Stored items
<<<<

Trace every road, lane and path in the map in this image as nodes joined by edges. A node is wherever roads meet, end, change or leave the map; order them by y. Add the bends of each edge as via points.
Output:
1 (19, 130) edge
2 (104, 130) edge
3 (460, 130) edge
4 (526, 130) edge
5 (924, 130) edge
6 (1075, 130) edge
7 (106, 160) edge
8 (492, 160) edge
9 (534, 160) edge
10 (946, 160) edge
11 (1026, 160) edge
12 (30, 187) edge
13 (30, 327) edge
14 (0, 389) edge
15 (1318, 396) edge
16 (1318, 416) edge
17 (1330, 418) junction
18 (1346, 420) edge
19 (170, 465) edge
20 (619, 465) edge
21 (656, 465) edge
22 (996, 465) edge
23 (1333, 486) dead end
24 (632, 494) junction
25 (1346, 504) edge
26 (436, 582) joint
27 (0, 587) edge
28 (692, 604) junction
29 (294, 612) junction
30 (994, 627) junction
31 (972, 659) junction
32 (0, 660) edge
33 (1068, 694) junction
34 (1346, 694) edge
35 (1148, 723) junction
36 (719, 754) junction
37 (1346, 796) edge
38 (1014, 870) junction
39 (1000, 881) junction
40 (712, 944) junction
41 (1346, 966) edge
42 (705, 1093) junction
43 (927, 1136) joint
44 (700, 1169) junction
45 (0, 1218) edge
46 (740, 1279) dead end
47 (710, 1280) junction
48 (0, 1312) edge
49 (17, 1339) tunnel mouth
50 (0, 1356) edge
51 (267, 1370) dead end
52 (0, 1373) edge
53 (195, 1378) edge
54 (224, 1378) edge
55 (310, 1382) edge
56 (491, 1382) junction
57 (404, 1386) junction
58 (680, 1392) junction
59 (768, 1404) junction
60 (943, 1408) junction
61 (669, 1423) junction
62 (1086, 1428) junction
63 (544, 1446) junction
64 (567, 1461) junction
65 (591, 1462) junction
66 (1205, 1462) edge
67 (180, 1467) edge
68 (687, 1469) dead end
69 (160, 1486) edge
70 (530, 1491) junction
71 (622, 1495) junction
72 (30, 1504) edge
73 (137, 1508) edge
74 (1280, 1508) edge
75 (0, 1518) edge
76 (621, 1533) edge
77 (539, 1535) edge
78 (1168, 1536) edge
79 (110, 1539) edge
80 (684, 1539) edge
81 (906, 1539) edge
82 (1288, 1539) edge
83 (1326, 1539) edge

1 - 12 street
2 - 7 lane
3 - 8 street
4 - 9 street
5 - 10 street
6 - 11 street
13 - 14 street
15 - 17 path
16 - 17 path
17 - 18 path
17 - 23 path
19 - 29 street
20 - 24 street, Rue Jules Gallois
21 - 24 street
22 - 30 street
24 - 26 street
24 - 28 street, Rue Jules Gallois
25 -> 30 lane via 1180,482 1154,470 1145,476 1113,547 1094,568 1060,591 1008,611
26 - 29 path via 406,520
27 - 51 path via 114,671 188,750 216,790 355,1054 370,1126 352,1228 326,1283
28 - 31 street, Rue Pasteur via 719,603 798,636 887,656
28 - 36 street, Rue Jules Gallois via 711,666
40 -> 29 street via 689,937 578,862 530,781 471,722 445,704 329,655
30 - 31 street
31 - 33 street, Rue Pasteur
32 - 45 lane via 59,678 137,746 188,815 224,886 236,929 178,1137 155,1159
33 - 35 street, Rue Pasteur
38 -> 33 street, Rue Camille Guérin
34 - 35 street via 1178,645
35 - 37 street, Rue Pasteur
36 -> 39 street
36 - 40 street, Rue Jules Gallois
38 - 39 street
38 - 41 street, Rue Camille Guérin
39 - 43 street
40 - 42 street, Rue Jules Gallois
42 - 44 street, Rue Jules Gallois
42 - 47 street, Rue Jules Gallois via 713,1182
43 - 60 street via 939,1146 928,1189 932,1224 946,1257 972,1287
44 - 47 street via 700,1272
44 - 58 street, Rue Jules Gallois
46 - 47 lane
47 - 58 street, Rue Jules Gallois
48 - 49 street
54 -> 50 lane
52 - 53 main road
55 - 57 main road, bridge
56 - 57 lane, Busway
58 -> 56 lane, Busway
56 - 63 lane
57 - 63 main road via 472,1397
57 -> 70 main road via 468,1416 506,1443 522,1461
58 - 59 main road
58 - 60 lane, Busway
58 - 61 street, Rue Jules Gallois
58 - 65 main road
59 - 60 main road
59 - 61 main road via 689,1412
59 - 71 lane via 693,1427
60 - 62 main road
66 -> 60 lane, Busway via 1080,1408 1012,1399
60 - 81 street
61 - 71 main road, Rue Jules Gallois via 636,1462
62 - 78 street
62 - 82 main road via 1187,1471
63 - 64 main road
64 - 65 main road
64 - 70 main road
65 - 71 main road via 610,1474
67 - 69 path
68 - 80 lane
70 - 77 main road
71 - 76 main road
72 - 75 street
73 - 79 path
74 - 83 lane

>>>>

WHAT TO PRODUCE ::
Each entry must be output exactly as it was written.

ANSWER TO THIS EXERCISE ::
Trace every road, lane and path in the map in this image as nodes joined by edges. A node is wherever roads meet, end, change or leave the map; order them by y. Add the bends of each edge as via points.
Output:
1 (19, 130) edge
2 (104, 130) edge
3 (460, 130) edge
4 (526, 130) edge
5 (924, 130) edge
6 (1075, 130) edge
7 (106, 160) edge
8 (492, 160) edge
9 (534, 160) edge
10 (946, 160) edge
11 (1026, 160) edge
12 (30, 187) edge
13 (30, 327) edge
14 (0, 389) edge
15 (1318, 396) edge
16 (1318, 416) edge
17 (1330, 418) junction
18 (1346, 420) edge
19 (170, 465) edge
20 (619, 465) edge
21 (656, 465) edge
22 (996, 465) edge
23 (1333, 486) dead end
24 (632, 494) junction
25 (1346, 504) edge
26 (436, 582) joint
27 (0, 587) edge
28 (692, 604) junction
29 (294, 612) junction
30 (994, 627) junction
31 (972, 659) junction
32 (0, 660) edge
33 (1068, 694) junction
34 (1346, 694) edge
35 (1148, 723) junction
36 (719, 754) junction
37 (1346, 796) edge
38 (1014, 870) junction
39 (1000, 881) junction
40 (712, 944) junction
41 (1346, 966) edge
42 (705, 1093) junction
43 (927, 1136) joint
44 (700, 1169) junction
45 (0, 1218) edge
46 (740, 1279) dead end
47 (710, 1280) junction
48 (0, 1312) edge
49 (17, 1339) tunnel mouth
50 (0, 1356) edge
51 (267, 1370) dead end
52 (0, 1373) edge
53 (195, 1378) edge
54 (224, 1378) edge
55 (310, 1382) edge
56 (491, 1382) junction
57 (404, 1386) junction
58 (680, 1392) junction
59 (768, 1404) junction
60 (943, 1408) junction
61 (669, 1423) junction
62 (1086, 1428) junction
63 (544, 1446) junction
64 (567, 1461) junction
65 (591, 1462) junction
66 (1205, 1462) edge
67 (180, 1467) edge
68 (687, 1469) dead end
69 (160, 1486) edge
70 (530, 1491) junction
71 (622, 1495) junction
72 (30, 1504) edge
73 (137, 1508) edge
74 (1280, 1508) edge
75 (0, 1518) edge
76 (621, 1533) edge
77 (539, 1535) edge
78 (1168, 1536) edge
79 (110, 1539) edge
80 (684, 1539) edge
81 (906, 1539) edge
82 (1288, 1539) edge
83 (1326, 1539) edge

1 - 12 street
2 - 7 lane
3 - 8 street
4 - 9 street
5 - 10 street
6 - 11 street
13 - 14 street
15 - 17 path
16 - 17 path
17 - 18 path
17 - 23 path
19 - 29 street
20 - 24 street, Rue Jules Gallois
21 - 24 street
22 - 30 street
24 - 26 street
24 - 28 street, Rue Jules Gallois
25 -> 30 lane via 1180,482 1154,470 1145,476 1113,547 1094,568 1060,591 1008,611
26 - 29 path via 406,520
27 - 51 path via 114,671 188,750 216,790 355,1054 370,1126 352,1228 326,1283
28 - 31 street, Rue Pasteur via 719,603 798,636 887,656
28 - 36 street, Rue Jules Gallois via 711,666
40 -> 29 street via 689,937 578,862 530,781 471,722 445,704 329,655
30 - 31 street
31 - 33 street, Rue Pasteur
32 - 45 lane via 59,678 137,746 188,815 224,886 236,929 178,1137 155,1159
33 - 35 street, Rue Pasteur
38 -> 33 street, Rue Camille Guérin
34 - 35 street via 1178,645
35 - 37 street, Rue Pasteur
36 -> 39 street
36 - 40 street, Rue Jules Gallois
38 - 39 street
38 - 41 street, Rue Camille Guérin
39 - 43 street
40 - 42 street, Rue Jules Gallois
42 - 44 street, Rue Jules Gallois
42 - 47 street, Rue Jules Gallois via 713,1182
43 - 60 street via 939,1146 928,1189 932,1224 946,1257 972,1287
44 - 47 street via 700,1272
44 - 58 street, Rue Jules Gallois
46 - 47 lane
47 - 58 street, Rue Jules Gallois
48 - 49 street
54 -> 50 lane
52 - 53 main road
55 - 57 main road, bridge
56 - 57 lane, Busway
58 -> 56 lane, Busway
56 - 63 lane
57 - 63 main road via 472,1397
57 -> 70 main road via 468,1416 506,1443 522,1461
58 - 59 main road
58 - 60 lane, Busway
58 - 61 street, Rue Jules Gallois
58 - 65 main road
59 - 60 main road
59 - 61 main road via 689,1412
59 - 71 lane via 693,1427
60 - 62 main road
66 -> 60 lane, Busway via 1080,1408 1012,1399
60 - 81 street
61 - 71 main road, Rue Jules Gallois via 636,1462
62 - 78 street
62 - 82 main road via 1187,1471
63 - 64 main road
64 - 65 main road
64 - 70 main road
65 - 71 main road via 610,1474
67 - 69 path
68 - 80 lane
70 - 77 main road
71 - 76 main road
72 - 75 street
73 - 79 path
74 - 83 lane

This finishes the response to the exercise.